Junior Mance (piano) Ray Brown (bass) Lex Humphries (drums) recorded NYC, April 9, 1959
Drafted into the army in the early ’50s, Junior served his musical apprenticeship in the 36th Army Band at Fort Knox, Kentucky, alongside Julian “Cannonball” Adderley. After his discharge he joined the house rhythm section of a Chicago club, accompanying the likes of Charlie Parker, Coleman Hawkins, Eddie “Lockjaw” Davis, and Sonny Stitt. In 1956 he reunited with Cannonball Adderley, becoming a member of Cannonball’s first working band.
After a short recording career as leader in the ’60s, he followed the path of many others into music education, teaching blues and jazz piano. During the ’90s Mance became one of the elite “100 Gold Fingers” – a group of ten outstanding jazz pianists which toured Japan every other year. He was inducted into the International Jazz Hall of Fame in 1997.
Mance is still going strong today. When not traveling, he can be found every Sunday performing at Cafe’ Loup in NYC.
Billboard awarded Junior Mance’s “Junior” the maximum three stars for this, his first break as leader
The piano trio was vogue for some years in the ’50s and early ’60s Every label had a trio, including Blue Note and its Three Sounds, and some fairly bland music was released under that banner. Group formats incorporating brass offered a broader musical canvas, whilst in trio, the voice of the piano and drive of the “rhythm section” are crucially exposed. Bill EvansTrio worked so well because Evans, La Faro and Motian contribute three independent voices, yet feeding off each other. Another interesting trio is the one-off Money Jungle session of Ellington, Mingus and Roach. Nothing bland about that.

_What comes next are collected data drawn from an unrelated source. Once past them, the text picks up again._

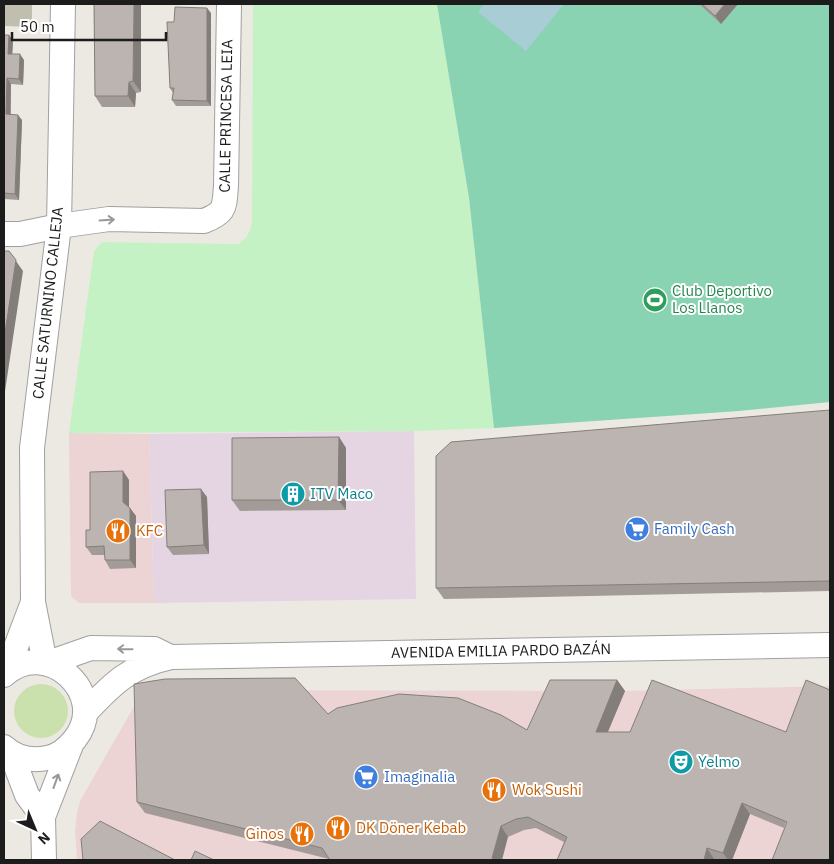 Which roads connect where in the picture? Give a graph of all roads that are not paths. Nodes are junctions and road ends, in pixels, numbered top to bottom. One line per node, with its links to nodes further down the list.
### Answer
1 (63, 4): 3 (street, CALLE SATURNINO CALLEJA)
2 (228, 4): 3 (street, CALLE PRINCESA LEIA, one-way to 2)
3 (59, 226): 4 (street); 5 (street, CALLE SATURNINO CALLEJA)
4 (4, 234)
5 (33, 602): 6 (street, CALLE SATURNINO CALLEJA); 9 (street, CALLE SATURNINO CALLEJA)
6 (12, 629): 10 (street, CALLE SATURNINO CALLEJA)
7 (830, 644): 8 (street, AVENIDA EMILIA PARDO BAZÁN)
8 (172, 658): 9 (street, AVENIDA EMILIA PARDO BAZÁN, one-way to 9); 12 (street, AVENIDA EMILIA PARDO BAZÁN)
9 (47, 663): 11 (street, AVENIDA EMILIA PARDO BAZÁN); 12 (street)
10 (4, 670)
11 (4, 675)
12 (85, 713): 13 (street)
13 (71, 745): 14 (street); 15 (street, one-way to 13)
14 (7, 753): 15 (street)
15 (43, 817): 16 (street)
16 (44, 860) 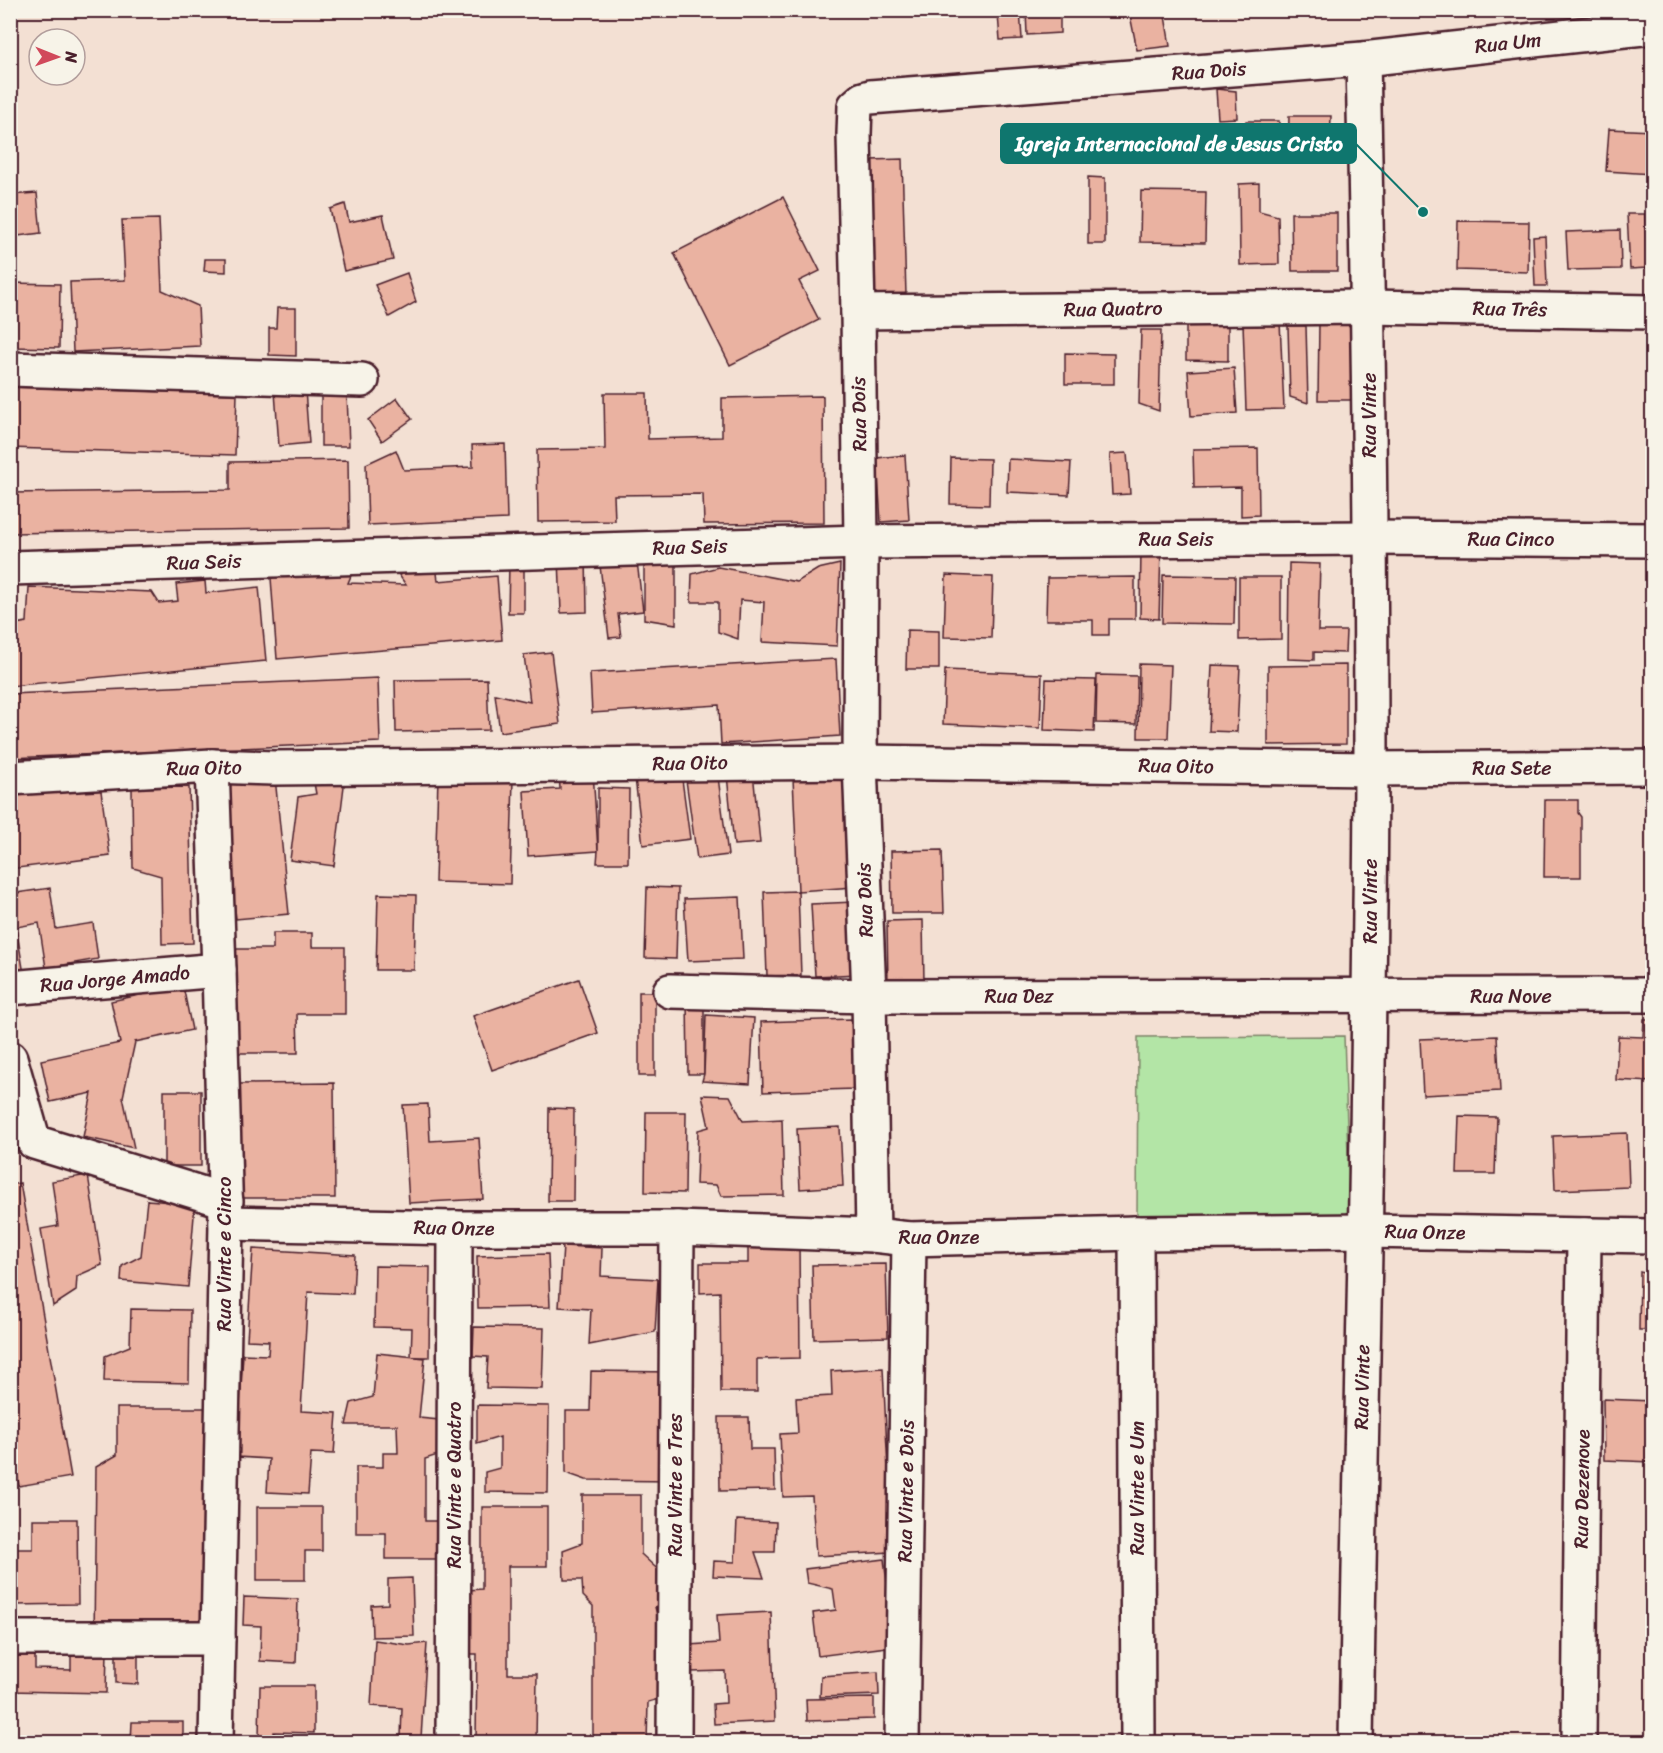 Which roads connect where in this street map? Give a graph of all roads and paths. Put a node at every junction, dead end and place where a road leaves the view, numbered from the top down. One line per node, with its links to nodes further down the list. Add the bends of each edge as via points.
1 (1653, 27): 2 (street, Rua Um)
2 (1363, 59): 3 (street, Rua Vinte); 4 (street, Rua Dois, via 863,99 855,106 854,134)
3 (1368, 307): 4 (street, Rua Quatro); 5 (street, Rua Três); 8 (street, Rua Vinte)
4 (858, 312): 10 (street, Rua Dois)
5 (1653, 312)
6 (10, 369): 7 (street)
7 (362, 380)
8 (1370, 538): 9 (street, Rua Cinco); 10 (street, Rua Seis); 15 (street, Rua Vinte)
9 (1653, 540)
10 (861, 542): 11 (street, Rua Seis); 12 (street, Rua Dois)
11 (10, 568)
12 (860, 762): 13 (street, Rua Oito); 15 (street, Rua Oito); 21 (street, Rua Dois)
13 (212, 766): 16 (street, Rua Oito); 17 (street, Rua Vinte e Cinco)
14 (1653, 767): 15 (street, Rua Sete)
15 (1371, 769): 22 (street, Rua Vinte)
16 (10, 778)
17 (219, 970): 18 (street, Rua Jorge Amado); 25 (street, Rua Vinte e Cinco)
18 (10, 988)
19 (670, 991): 21 (street, Rua Dez)
20 (1653, 995): 22 (street, Rua Nove)
21 (869, 996): 22 (street, Rua Dez); 30 (street, Rua Dois)
22 (1369, 997): 28 (street, Rua Vinte)
23 (10, 1058): 24 (street)
24 (22, 1147): 25 (street, Rua Onze)
25 (226, 1212): 26 (street, Rua Onze); 35 (street, Rua Vinte e Cinco)
26 (455, 1228): 27 (street, Rua Onze); 37 (street, Rua Vinte e Quatro)
27 (677, 1228): 30 (street, Rua Onze); 38 (street, Rua Vinte e Tres)
28 (1365, 1231): 29 (street, Rua Onze); 31 (street, Rua Onze); 41 (street, Rua Vinte)
29 (1136, 1233): 33 (street, Rua Onze); 40 (street, Rua Vinte e Um)
30 (873, 1235): 33 (street, Rua Onze)
31 (1584, 1235): 32 (street, Rua Onze); 42 (street, Rua Dezenove)
32 (1653, 1236)
33 (909, 1239): 39 (street, Rua Vinte e Dois)
34 (10, 1638): 35 (street)
35 (218, 1638): 36 (street, Rua Vinte e Cinco)
36 (216, 1743)
37 (453, 1743)
38 (674, 1743)
39 (902, 1743)
40 (1138, 1743)
41 (1356, 1743)
42 (1579, 1743) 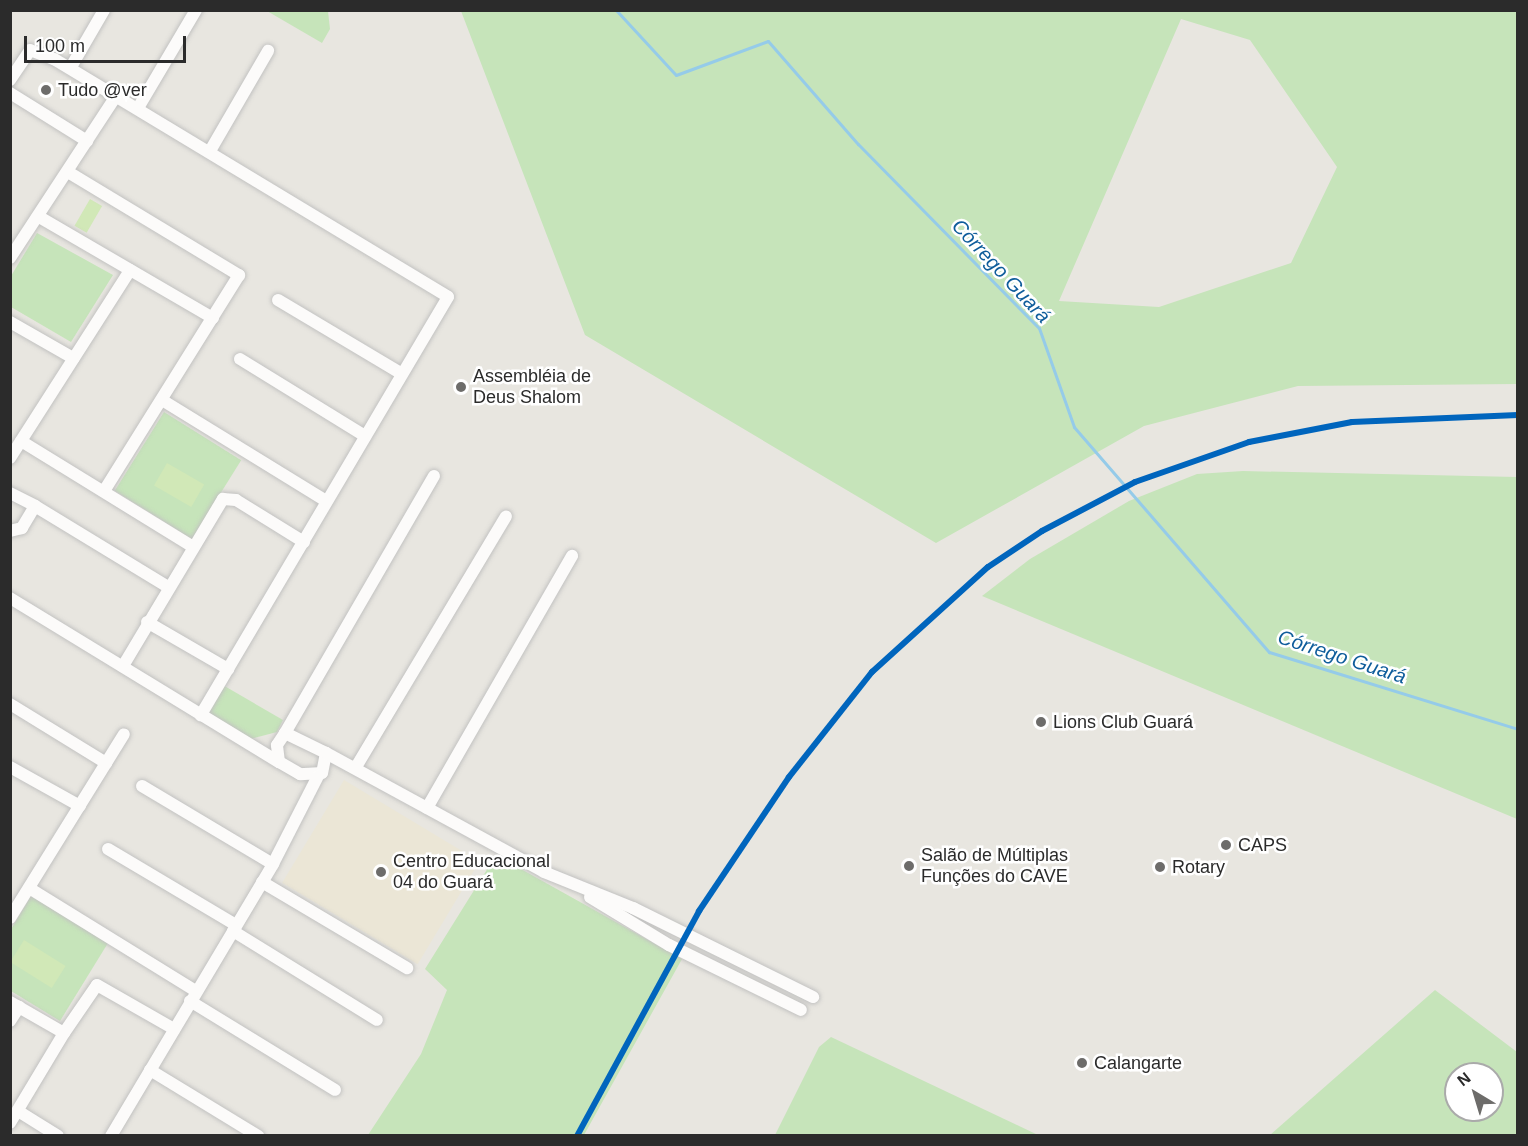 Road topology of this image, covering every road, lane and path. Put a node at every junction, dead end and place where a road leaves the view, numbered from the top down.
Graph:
1 (104, 10) edge
2 (196, 10) edge
3 (268, 51) dead end
4 (71, 67) junction
5 (10, 80) edge
6 (10, 93) edge
7 (116, 96) junction
8 (138, 108) junction
9 (87, 141) junction
10 (210, 151) junction
11 (68, 172) junction
12 (41, 218) junction
13 (10, 258) edge
14 (130, 270) junction
15 (278, 300) dead end
16 (213, 318) junction
17 (10, 322) edge
18 (73, 358) junction
19 (240, 359) dead end
20 (402, 374) junction
21 (162, 400) junction
22 (365, 436) junction
23 (21, 441) junction
24 (10, 458) edge
25 (434, 476) dead end
26 (104, 491) junction
27 (10, 493) edge
28 (326, 501) junction
29 (35, 507) junction
30 (506, 516) dead end
31 (10, 531) edge
32 (304, 542) junction
33 (192, 546) junction
34 (572, 556) dead end
35 (168, 587) junction
36 (10, 598) edge
37 (147, 622) junction
38 (123, 666) junction
39 (228, 669) junction
40 (10, 704) edge
41 (201, 714) junction
42 (124, 734) dead end
43 (282, 736) junction
44 (255, 746) junction
45 (326, 753) junction
46 (279, 762) junction
47 (106, 763) junction
48 (10, 767) edge
49 (356, 767) junction
50 (318, 776) junction
51 (142, 786) dead end
52 (80, 806) junction
53 (427, 808) junction
54 (108, 849) dead end
55 (273, 864) junction
56 (563, 880) junction
57 (262, 882) junction
58 (29, 888) junction
59 (10, 918) edge
60 (234, 928) junction
61 (407, 968) dead end
62 (193, 996) junction
63 (813, 996) dead end
64 (15, 1005) edge
65 (801, 1010) dead end
66 (377, 1020) dead end
67 (10, 1021) edge
68 (174, 1029) junction
69 (64, 1033) junction
70 (150, 1070) junction
71 (335, 1090) dead end
72 (18, 1111) junction
73 (10, 1123) edge
74 (58, 1136) edge
75 (111, 1136) edge
76 (258, 1136) edge

1 - 4 street
2 - 8 street
3 - 10 street
4 - 5 street
4 - 7 street
6 - 9 street
7 - 8 street
7 - 9 street
8 - 10 street
9 - 11 street
10 - 20 street
11 - 12 street
11 - 16 street
12 - 13 street
12 - 14 street
14 - 16 street
14 - 18 street
15 - 20 street
16 - 21 street
17 - 18 street
18 - 23 street
19 - 22 street
20 - 22 street
21 - 26 street
21 - 28 street
22 - 28 street
23 - 24 street
23 - 26 street
25 - 43 street
26 - 33 street
27 - 29 street
28 - 32 street
29 - 31 street
29 - 35 street
30 - 49 street
32 - 33 street
32 - 39 street
33 - 35 street
34 - 53 street
35 - 37 street
36 - 38 street
37 - 38 street
37 - 39 street
38 - 41 street
39 - 41 street
40 - 47 street
41 - 44 street
42 - 47 street
43 - 44 street
43 - 45 street
43 - 46 street
44 - 46 street
45 - 49 street
45 - 50 street
46 - 50 street
47 - 52 street
48 - 52 street
49 - 53 street
50 - 55 street
51 - 55 street
52 - 58 street
53 - 56 street
54 - 60 street
55 - 57 street
56 - 63 street
56 - 65 street
57 - 60 street
57 - 61 street
58 - 59 street
58 - 62 street
60 - 62 street
60 - 66 street
62 - 68 street
62 - 71 street
64 - 67 street
64 - 69 street
68 - 69 street
68 - 70 street
69 - 72 street
70 - 75 street
70 - 76 street
72 - 73 street
72 - 74 street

Fortunately Mance is up to the task of leading: chords and glittering cascades steeped in blues tradition, the right hand placing economically chosen notes with unerring precision, amidst a rhythmic drive that swings like hell. Ray Brown’s muscular bass walks proud, while Lex Humphries percussive fills maintain the interest. Good trio is found here on Junior. New York Times Jazz Critic John S Wilson wrote of Mance:
“Mr. Mance is a very complete pianist…He simply goes finger dancing – probing, galloping, using silence, breaks, trills, and sudden exclamatory sweeps to create performances that are vivid with color and excitement…He draws his listeners into each selection by establishing a distinctive and provocative rhythmic figure…the kind of electrifying performance that is chalked up permanently in the memories of everyone who heard it. A performance that is looked back on in wonder as the years go by.”
Mance’s interpretation of Gillespie’s classic Birk’s Works soon had L-Jay Cee’s feet tapping. Must be something in those Telefunken valves, as its been happening rather a lot recently. Rhythm and timing flow better, music makes more sense, becomes easier to follow. I guess its what tubes do. (There’s another ECC83 in the post)
Vinyl: HMV CLP 1342 – UK 1st release of Verve MGV 8319
It’s Nipper again, poking his nose into the bell-horn on that maroon early HMV label, EMI pressing. The pleasure of listening to these Verve/HMV editions had me ferreting out all four in my collection, each of which offered up similarly dynamic presentation.
I was surprised how much I liked this album, it has revitalised my interest – or lack of – in the format.
Every musician at some point plays in a trio – like the quartet whose horn player doesn’t turn up for the gig – I’m thinking of artists where the trio was/ is their primary format. Piano Bass and Drums – the jazz piano trio, love it or hate it, which groups and recordings would be in your top ten list for piano trio and recording if you want to nominate, that stand above the crowd from the cocktail, lounge bar and hotel lobby three pieces?
My list to kick off, if we get enough interesting suggestions, we will go to a Poll.
Bill Evans, Scot La Faro, Paul Motian
Andrew Hill, Richard Davis, Roger Blank
Keith Jarrett, Gary Peacock Jack de Johnette
Brad Meldhau, Larry Grenadier, Jeff Ballard (who I prefer to Jorge Rossy)
Hampton Hawes, Jimmy Woode, Art Taylor
Ellington Mingus Roach ( admittedly a one-off)
Ahmad Jamal, Israel Crosby, Vernel Fournier (At The Pershing)
Phineus Newborn Paul Chambers Roy Haynes
Herbie Nichols, Teddy Kottick Max Roach
Junior Mance, Ray Brown, Lex Humphries.